HUH!! Look when I start my build I'll supply the beer if I need help. Hehe.


----------



## Rookie2013

Wow...great tank and the exact size i looked at, at the big als in Vaughan past saturday...i have a 90 gal but want to go big and after doing all the research i think it makes much more sense to reinforce the flooring.. the joists might hold the weight for now but down the road they will slowly sag and you dont want that.. i am not sure what i am going to do as i have finished basement with rentans so for now have to wait till i figure out something...but love this forum...


----------



## phomaniac

Yeah I am glad the basement is unfinished, gives me more options.

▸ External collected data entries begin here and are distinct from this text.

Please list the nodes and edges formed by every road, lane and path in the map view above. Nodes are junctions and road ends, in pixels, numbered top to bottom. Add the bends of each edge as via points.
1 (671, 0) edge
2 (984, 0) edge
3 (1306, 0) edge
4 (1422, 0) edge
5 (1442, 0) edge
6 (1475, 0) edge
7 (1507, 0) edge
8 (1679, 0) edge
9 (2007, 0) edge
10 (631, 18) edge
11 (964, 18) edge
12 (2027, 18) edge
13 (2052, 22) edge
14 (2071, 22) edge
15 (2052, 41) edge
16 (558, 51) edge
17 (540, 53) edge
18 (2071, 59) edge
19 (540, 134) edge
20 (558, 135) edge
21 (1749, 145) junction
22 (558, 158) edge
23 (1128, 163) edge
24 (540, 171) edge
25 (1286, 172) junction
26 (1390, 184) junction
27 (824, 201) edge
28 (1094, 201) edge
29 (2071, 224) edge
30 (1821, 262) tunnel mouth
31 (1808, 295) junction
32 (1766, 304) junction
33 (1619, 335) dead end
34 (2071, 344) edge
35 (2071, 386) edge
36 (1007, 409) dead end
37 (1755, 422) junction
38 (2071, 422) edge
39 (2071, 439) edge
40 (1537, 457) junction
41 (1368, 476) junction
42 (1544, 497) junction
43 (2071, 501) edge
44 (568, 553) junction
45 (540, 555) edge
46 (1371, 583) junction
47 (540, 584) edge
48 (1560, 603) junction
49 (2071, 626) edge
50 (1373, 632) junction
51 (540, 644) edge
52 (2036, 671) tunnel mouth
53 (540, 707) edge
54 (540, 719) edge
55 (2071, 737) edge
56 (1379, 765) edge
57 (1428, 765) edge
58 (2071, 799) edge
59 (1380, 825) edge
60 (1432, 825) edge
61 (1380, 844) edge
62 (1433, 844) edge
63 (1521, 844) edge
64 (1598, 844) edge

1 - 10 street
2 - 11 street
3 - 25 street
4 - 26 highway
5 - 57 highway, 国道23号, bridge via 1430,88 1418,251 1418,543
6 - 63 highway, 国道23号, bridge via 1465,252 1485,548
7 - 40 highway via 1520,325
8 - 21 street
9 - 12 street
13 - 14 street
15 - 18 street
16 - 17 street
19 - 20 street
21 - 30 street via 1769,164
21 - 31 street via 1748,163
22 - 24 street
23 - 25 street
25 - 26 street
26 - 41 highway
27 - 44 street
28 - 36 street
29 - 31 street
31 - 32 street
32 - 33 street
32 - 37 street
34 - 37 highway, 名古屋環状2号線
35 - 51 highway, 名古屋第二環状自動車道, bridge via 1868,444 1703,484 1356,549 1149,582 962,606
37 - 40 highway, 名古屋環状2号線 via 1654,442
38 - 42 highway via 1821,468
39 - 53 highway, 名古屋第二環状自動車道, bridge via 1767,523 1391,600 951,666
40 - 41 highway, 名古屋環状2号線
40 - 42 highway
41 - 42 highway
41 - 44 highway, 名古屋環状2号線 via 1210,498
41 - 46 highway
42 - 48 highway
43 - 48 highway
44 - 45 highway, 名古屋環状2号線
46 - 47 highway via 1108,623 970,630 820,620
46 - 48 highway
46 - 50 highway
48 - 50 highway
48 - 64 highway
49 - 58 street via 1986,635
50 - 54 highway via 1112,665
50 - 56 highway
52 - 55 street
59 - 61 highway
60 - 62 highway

Cleared out 2 lowes locations 


Circular Polarizer Lens Filter to test what tempered glass looks like


No patterns can be seen, safe to drill




Planing out sump location 


Going to move my water change station closer to the sump


----------



## wtac

Jack posts under the header joist will make efficient use of the space difficult. Double 2x6's (glued and screwed) spanning the 6 hoists with jack posts on the end, 2x8's for longer spans will make access behind the double header for plumbing, electrical and the window a bit more challenging to work around in varying degrees but will be able to have a relatively unrestricted floor plan for the fishroom.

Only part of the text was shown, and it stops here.